A loop-mediated isothermal amplification (LAMP) assay for the consensus detection of human pathogenic Campylobacter species

Abstract

Most rapid identification methods for Campylobacter are designed to detect thermotolerant Campylobacter jejuni (C. jejuni) and Campylobacter coli (C. coli). A growing number of thermosensitive Campylobacter species are now gaining recognition as emerging human pathogens. Methods are lacking for the rapid screening of these emerging species. Loop-mediated Isothermal Amplification (LAMP) is a nucleic acid amplification method that allows for the rapid and cost-effective detection of bacteria. Degenerate primers against the 16S rRNA sequences for C. jejuni, C. coli, C. lari, C. upsaliensis, C. ureolyticus, C. fetus, C. gracilis, C. rectus, and C. concisus were designed. Isothermal amplification was conducted using ATCC reference strains at 68 °C for 30 min using WarmStart® Colorimetric LAMP reagents. Positive reactions were indicated by a color change from pink to yellow; specificity to Campylobacter was confirmed using a restriction enzyme digest (RsaI).
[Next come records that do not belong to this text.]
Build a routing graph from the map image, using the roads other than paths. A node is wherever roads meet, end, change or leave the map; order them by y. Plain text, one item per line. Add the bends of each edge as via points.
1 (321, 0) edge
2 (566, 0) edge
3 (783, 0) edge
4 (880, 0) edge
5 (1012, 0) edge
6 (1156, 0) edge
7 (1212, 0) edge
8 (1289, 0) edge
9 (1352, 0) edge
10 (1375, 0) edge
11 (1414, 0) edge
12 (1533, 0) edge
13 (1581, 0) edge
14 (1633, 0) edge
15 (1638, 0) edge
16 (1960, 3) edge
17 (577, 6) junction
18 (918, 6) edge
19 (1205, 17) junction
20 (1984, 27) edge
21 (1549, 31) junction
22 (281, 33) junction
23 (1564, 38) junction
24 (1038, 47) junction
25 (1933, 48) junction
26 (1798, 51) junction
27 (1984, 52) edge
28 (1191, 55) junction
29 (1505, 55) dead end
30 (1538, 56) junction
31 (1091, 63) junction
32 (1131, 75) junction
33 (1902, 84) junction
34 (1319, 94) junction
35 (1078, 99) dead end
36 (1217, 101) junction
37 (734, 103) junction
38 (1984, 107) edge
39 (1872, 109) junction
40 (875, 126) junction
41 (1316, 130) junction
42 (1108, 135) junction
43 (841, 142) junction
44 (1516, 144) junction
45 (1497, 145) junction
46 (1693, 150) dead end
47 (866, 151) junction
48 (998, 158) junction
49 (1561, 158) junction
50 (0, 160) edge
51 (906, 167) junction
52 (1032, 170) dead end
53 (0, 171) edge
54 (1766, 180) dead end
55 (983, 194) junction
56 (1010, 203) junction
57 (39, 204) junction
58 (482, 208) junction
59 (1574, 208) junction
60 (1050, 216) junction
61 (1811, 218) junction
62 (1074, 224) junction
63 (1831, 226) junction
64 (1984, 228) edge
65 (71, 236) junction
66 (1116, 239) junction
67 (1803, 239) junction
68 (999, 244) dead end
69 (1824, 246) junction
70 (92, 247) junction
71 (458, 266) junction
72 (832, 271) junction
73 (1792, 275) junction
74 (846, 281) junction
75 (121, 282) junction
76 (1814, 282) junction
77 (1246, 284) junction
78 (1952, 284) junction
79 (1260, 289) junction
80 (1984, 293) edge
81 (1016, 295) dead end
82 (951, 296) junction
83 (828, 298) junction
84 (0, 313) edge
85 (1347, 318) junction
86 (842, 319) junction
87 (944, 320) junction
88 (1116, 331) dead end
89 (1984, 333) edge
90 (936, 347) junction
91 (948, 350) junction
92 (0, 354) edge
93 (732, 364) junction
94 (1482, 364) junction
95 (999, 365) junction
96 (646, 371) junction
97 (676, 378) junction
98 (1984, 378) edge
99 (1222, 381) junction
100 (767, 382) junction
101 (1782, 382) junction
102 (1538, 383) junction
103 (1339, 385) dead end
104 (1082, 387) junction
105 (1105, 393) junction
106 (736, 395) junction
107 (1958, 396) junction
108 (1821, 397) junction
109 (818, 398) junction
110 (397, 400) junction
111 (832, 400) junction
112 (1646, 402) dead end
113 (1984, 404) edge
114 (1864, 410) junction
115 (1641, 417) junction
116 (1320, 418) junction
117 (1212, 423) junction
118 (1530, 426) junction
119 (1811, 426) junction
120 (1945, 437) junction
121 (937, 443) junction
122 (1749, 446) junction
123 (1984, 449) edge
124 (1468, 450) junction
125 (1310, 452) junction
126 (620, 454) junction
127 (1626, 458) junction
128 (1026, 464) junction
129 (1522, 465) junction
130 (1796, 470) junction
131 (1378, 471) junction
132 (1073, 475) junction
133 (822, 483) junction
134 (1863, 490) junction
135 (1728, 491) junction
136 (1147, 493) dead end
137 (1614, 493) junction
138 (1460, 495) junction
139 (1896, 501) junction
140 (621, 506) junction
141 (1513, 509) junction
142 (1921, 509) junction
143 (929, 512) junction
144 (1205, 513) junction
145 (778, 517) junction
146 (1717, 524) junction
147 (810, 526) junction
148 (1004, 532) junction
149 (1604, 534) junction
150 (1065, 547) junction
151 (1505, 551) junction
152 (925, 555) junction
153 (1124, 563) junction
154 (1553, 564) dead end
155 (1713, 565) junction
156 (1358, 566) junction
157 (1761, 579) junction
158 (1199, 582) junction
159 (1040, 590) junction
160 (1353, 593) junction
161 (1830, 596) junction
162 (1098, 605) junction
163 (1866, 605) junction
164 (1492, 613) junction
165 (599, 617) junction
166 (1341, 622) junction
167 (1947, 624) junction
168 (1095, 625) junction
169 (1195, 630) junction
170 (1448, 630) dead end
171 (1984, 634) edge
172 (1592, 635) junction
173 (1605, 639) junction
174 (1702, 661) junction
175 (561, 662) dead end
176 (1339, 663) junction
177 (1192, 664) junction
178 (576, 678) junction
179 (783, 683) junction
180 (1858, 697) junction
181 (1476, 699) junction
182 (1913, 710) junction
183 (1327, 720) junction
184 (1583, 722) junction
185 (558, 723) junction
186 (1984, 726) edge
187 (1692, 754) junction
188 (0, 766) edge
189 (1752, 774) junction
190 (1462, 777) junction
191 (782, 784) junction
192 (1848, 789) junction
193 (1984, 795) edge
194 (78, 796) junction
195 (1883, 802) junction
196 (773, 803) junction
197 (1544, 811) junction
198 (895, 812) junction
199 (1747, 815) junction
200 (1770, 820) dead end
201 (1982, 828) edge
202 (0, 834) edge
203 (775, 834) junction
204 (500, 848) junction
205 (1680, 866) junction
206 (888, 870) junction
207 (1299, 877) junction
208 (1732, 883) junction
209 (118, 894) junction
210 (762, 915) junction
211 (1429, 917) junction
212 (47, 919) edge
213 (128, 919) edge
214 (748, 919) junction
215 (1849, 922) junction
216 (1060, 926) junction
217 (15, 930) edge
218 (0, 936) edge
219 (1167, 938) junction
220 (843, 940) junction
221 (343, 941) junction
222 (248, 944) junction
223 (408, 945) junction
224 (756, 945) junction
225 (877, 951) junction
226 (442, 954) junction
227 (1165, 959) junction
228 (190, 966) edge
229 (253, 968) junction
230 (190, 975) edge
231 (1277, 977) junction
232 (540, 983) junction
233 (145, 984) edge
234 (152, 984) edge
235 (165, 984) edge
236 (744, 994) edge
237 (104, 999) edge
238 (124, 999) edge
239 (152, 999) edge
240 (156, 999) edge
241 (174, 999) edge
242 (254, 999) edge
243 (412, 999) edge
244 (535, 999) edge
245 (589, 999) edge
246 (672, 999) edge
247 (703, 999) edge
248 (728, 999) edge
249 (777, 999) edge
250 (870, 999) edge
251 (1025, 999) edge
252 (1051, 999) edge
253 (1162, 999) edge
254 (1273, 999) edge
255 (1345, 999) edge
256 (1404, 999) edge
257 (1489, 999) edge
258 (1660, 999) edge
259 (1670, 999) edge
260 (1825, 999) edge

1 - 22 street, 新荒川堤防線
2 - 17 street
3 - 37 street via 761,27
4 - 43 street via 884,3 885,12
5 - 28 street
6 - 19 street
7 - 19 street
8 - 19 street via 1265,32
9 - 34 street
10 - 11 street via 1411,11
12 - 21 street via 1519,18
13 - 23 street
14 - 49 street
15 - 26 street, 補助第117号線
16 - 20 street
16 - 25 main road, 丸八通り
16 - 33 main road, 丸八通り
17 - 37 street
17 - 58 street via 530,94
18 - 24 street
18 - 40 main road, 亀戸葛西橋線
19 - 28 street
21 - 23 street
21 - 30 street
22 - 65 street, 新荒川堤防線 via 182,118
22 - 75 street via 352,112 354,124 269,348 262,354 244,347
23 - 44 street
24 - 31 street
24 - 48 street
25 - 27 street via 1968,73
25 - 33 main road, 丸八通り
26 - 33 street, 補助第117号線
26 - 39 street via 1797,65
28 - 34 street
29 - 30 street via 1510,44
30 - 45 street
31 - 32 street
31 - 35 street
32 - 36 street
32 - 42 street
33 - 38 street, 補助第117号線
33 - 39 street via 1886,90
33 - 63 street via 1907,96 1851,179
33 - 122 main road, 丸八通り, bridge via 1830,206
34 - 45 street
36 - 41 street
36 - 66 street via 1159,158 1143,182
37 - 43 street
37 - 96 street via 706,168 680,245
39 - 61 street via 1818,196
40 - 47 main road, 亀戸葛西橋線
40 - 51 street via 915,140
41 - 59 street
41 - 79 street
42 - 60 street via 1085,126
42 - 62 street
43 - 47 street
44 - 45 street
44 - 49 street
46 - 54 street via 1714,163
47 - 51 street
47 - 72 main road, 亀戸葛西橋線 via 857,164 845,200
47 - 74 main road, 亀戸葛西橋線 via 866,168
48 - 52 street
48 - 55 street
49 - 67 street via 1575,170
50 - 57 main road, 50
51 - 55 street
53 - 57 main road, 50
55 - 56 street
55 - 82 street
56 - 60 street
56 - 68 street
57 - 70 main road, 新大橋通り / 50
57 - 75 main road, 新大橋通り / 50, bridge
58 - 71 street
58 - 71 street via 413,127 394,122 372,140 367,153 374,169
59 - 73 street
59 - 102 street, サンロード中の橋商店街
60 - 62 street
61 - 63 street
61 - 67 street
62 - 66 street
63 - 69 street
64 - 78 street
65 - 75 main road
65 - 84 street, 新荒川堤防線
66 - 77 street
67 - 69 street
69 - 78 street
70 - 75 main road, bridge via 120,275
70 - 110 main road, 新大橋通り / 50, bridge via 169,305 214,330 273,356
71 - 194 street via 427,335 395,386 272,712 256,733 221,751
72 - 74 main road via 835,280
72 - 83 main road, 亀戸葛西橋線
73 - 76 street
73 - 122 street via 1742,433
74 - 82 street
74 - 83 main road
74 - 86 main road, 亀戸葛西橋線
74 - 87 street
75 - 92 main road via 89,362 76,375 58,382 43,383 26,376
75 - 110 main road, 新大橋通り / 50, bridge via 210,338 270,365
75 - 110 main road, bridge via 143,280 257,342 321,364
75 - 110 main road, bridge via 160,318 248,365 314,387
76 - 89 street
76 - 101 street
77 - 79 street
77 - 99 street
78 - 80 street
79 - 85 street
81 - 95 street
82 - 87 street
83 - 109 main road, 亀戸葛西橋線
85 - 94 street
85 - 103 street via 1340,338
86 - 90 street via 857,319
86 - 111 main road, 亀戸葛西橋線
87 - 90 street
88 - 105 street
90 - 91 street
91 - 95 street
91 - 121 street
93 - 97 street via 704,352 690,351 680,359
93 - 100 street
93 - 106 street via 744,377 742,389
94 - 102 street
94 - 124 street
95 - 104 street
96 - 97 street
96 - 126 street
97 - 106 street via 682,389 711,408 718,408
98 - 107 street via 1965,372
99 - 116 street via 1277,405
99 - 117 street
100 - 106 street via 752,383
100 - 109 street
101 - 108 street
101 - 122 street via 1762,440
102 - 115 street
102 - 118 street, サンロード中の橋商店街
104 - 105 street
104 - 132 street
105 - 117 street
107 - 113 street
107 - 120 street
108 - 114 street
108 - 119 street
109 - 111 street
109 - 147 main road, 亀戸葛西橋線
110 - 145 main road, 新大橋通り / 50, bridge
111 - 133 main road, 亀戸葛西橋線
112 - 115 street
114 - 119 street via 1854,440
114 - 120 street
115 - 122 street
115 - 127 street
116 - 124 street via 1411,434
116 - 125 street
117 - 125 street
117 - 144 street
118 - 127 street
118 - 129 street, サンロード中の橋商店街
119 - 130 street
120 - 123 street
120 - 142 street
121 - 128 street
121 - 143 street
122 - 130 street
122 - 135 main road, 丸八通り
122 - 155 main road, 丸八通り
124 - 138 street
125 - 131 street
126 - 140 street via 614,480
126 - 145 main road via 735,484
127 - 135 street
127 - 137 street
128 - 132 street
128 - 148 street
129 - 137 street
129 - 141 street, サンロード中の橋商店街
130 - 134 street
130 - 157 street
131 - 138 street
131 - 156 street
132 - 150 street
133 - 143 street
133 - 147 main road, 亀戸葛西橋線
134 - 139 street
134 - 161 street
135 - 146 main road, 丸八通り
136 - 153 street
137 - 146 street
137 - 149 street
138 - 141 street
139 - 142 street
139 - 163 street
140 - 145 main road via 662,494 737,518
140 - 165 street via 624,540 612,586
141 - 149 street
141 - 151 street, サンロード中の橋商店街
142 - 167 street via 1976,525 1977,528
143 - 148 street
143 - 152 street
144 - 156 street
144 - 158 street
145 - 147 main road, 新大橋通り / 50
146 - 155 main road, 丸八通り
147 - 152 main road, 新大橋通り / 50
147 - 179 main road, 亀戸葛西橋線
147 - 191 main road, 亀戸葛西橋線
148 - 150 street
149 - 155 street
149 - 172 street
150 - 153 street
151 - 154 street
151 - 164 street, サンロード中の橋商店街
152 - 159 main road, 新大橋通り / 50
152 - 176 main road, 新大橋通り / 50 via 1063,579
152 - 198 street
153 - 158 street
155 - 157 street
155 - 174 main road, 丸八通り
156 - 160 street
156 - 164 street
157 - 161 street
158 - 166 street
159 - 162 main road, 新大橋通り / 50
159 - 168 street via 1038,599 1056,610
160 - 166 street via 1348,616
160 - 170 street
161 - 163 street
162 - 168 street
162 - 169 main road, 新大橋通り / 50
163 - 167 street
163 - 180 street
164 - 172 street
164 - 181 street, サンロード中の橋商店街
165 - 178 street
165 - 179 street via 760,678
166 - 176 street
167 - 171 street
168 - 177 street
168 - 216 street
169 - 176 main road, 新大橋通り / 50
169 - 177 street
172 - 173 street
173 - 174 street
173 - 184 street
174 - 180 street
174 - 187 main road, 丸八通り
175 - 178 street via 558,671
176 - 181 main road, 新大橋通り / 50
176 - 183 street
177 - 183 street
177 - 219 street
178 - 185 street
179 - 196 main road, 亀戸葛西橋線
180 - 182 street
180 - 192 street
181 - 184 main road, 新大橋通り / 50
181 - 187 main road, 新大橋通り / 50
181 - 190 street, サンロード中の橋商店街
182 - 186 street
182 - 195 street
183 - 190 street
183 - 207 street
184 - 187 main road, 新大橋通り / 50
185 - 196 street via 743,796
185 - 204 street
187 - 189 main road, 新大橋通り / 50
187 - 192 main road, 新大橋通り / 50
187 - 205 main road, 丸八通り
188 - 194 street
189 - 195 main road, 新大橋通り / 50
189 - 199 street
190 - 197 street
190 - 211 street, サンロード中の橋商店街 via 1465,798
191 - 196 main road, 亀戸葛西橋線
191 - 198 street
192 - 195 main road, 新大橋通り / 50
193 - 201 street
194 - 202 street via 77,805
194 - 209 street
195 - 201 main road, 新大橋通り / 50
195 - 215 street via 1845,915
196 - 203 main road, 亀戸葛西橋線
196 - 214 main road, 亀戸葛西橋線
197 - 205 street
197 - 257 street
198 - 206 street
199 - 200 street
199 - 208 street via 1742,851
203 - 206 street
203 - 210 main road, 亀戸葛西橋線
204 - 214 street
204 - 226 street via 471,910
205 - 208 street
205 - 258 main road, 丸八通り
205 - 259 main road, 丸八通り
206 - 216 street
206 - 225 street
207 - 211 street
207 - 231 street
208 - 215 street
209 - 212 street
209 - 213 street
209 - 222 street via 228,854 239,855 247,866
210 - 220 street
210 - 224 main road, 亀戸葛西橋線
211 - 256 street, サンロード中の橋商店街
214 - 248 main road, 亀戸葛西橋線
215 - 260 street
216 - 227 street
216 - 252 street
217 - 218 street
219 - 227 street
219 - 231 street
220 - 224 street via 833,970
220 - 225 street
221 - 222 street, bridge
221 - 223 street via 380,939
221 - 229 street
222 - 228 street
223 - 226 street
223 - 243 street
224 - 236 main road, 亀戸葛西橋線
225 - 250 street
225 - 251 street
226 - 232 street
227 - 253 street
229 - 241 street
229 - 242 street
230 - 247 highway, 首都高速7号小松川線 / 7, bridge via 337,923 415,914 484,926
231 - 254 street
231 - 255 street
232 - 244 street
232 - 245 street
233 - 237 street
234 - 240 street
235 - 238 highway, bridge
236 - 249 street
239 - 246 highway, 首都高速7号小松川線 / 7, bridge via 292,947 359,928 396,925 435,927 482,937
The developed LAMP reaction was specific for the reference strains, which was confirmed against an exclusivity panel that consisted of other enteric pathogens, including E. coli, Salmonella, Shigella, Helicobacter, and Arcobacter. This method was also evaluated for the detection of C. jejuni, C. coli, and C. lari in primary enrichment media from artificially contaminated fresh spinach samples. The LAMP method provides an option to rapidly screen for the presence of pathogenic Campylobacter spp. in field surveillance and trace-back analysis.